◆ Provided material ◆
○ ○ ○
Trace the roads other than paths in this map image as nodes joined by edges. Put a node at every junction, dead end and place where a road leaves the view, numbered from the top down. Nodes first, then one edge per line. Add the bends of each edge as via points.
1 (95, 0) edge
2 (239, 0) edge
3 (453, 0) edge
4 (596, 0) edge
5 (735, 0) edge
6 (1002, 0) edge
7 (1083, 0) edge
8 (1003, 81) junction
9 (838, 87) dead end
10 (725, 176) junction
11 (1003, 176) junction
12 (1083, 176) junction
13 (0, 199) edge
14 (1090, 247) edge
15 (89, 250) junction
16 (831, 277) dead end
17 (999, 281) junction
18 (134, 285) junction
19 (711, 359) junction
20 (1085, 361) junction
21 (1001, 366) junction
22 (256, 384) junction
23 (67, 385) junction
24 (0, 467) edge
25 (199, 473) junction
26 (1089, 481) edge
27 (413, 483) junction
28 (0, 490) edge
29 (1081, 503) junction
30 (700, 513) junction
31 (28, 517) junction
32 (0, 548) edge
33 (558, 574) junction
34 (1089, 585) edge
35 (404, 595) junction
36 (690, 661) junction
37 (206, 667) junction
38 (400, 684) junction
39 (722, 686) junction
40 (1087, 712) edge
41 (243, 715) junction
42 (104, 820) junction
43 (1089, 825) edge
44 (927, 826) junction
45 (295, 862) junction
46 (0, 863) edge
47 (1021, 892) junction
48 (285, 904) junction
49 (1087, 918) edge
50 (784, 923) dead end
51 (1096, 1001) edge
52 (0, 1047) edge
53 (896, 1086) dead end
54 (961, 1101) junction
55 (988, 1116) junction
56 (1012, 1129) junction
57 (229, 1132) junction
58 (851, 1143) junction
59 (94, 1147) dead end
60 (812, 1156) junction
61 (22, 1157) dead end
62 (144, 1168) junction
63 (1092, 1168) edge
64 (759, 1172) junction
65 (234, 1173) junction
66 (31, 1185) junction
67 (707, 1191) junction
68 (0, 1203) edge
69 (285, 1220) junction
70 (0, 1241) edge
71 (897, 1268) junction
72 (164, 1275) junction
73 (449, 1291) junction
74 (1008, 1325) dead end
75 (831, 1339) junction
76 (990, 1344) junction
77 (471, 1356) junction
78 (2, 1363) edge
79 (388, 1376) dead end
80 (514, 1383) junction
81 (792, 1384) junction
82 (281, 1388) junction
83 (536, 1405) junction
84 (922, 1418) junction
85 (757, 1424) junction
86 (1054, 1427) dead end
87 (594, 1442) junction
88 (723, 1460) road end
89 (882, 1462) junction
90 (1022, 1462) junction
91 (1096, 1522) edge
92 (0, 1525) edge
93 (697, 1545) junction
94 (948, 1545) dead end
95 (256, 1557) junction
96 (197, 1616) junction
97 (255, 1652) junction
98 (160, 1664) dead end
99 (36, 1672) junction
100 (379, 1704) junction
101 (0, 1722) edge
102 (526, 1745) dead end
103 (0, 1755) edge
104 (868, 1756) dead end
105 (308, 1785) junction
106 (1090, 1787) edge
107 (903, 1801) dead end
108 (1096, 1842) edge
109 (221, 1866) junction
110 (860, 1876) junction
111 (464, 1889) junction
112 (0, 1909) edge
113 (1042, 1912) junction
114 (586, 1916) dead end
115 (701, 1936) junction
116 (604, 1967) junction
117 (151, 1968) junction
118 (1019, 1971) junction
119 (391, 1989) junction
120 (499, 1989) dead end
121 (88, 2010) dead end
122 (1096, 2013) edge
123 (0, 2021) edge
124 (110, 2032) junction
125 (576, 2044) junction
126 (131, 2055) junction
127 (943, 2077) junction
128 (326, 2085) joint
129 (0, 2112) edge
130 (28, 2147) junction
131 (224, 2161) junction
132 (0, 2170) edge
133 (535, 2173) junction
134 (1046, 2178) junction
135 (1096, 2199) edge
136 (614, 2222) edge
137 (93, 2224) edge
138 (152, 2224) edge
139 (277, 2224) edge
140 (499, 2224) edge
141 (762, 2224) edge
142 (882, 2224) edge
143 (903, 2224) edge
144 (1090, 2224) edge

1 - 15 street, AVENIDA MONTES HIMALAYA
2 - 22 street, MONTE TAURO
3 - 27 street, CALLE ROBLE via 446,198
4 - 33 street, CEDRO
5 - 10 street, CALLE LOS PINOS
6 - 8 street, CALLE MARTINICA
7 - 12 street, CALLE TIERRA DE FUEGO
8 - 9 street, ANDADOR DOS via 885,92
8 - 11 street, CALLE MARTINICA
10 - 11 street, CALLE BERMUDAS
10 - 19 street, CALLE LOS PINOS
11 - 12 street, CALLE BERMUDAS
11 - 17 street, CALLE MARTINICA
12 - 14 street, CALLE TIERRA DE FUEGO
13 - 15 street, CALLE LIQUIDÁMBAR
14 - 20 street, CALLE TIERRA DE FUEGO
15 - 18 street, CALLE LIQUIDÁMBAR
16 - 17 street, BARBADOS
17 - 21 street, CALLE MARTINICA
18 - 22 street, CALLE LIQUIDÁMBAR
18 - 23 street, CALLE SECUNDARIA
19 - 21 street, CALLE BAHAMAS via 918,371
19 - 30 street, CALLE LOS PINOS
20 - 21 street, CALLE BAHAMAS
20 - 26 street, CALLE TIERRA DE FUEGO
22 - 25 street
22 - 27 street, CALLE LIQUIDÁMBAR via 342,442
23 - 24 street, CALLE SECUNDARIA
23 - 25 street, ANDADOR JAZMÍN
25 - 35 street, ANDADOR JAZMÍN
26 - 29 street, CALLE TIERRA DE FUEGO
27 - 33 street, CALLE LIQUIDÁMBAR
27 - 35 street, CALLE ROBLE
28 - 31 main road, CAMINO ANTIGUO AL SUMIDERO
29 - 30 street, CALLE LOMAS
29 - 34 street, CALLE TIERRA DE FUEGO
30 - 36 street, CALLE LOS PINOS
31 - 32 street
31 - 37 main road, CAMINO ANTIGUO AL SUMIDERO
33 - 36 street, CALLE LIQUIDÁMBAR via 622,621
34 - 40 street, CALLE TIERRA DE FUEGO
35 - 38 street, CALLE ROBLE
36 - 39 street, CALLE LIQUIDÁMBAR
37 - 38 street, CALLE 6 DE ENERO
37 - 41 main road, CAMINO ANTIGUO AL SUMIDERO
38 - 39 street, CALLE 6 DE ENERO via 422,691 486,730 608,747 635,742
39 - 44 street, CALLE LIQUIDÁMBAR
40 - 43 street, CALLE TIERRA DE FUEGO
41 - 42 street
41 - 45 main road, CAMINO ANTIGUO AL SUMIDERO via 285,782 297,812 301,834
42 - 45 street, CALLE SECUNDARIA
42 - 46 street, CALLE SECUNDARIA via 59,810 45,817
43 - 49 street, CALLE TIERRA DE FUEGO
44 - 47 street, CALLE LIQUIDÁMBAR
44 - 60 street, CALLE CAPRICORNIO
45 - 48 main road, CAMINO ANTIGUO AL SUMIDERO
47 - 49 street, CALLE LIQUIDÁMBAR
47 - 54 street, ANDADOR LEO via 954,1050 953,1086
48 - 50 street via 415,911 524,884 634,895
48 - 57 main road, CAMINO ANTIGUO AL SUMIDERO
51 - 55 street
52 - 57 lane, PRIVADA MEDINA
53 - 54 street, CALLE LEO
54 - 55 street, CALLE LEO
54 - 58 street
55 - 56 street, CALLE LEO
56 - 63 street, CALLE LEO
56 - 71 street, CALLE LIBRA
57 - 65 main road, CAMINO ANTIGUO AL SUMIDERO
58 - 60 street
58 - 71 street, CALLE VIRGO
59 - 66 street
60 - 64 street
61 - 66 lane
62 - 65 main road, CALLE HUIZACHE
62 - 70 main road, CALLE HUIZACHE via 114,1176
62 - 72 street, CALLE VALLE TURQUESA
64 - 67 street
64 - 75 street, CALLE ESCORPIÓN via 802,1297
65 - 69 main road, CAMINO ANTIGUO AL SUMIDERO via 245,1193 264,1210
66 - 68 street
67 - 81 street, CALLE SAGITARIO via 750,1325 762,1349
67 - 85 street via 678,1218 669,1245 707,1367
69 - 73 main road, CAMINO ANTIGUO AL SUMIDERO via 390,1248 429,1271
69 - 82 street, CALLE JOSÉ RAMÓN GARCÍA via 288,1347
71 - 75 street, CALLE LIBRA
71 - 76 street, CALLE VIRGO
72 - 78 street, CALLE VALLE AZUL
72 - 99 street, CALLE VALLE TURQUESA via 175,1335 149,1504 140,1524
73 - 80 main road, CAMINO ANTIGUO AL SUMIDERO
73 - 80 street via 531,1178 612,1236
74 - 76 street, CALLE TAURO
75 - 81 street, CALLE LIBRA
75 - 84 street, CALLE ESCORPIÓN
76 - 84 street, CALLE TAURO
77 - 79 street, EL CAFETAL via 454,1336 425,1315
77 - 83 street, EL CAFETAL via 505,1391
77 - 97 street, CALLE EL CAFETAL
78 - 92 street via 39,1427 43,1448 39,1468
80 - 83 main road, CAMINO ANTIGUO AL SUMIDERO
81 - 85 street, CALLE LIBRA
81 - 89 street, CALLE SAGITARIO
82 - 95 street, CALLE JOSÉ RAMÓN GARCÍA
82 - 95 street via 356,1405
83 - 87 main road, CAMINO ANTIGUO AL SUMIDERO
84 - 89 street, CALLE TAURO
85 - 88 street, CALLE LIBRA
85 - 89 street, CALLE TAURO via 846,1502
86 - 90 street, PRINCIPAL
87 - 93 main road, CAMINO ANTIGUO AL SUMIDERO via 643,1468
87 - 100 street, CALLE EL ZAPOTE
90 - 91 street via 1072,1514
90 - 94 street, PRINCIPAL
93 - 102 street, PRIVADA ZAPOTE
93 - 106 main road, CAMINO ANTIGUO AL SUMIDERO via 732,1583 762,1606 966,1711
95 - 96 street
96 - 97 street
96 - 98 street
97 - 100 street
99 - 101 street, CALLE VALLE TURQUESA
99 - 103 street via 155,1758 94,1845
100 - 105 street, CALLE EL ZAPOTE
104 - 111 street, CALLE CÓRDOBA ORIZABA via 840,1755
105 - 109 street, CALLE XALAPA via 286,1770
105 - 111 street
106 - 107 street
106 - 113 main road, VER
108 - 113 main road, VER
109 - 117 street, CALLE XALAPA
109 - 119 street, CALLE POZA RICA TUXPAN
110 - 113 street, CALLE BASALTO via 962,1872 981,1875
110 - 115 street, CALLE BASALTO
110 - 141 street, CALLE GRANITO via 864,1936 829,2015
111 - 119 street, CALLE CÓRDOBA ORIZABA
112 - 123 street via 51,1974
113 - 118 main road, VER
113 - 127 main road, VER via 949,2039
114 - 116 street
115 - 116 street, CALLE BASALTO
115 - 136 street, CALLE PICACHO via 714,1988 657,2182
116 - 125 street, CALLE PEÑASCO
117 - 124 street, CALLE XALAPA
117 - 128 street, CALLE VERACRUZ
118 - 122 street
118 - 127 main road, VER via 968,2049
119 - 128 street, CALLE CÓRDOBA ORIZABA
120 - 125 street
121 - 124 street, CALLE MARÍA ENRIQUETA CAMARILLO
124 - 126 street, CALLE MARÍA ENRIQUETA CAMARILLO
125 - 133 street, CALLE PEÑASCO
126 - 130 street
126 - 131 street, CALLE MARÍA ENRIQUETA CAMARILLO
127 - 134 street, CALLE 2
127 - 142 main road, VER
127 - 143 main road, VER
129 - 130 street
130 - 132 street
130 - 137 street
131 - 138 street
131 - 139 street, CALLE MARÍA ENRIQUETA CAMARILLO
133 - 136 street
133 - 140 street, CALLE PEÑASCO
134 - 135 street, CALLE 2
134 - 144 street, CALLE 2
○ ○ ○
The number of lines in the records that include "ROBLE" is what is needed, with no other words.

◆ Answer to the exercise ◆
3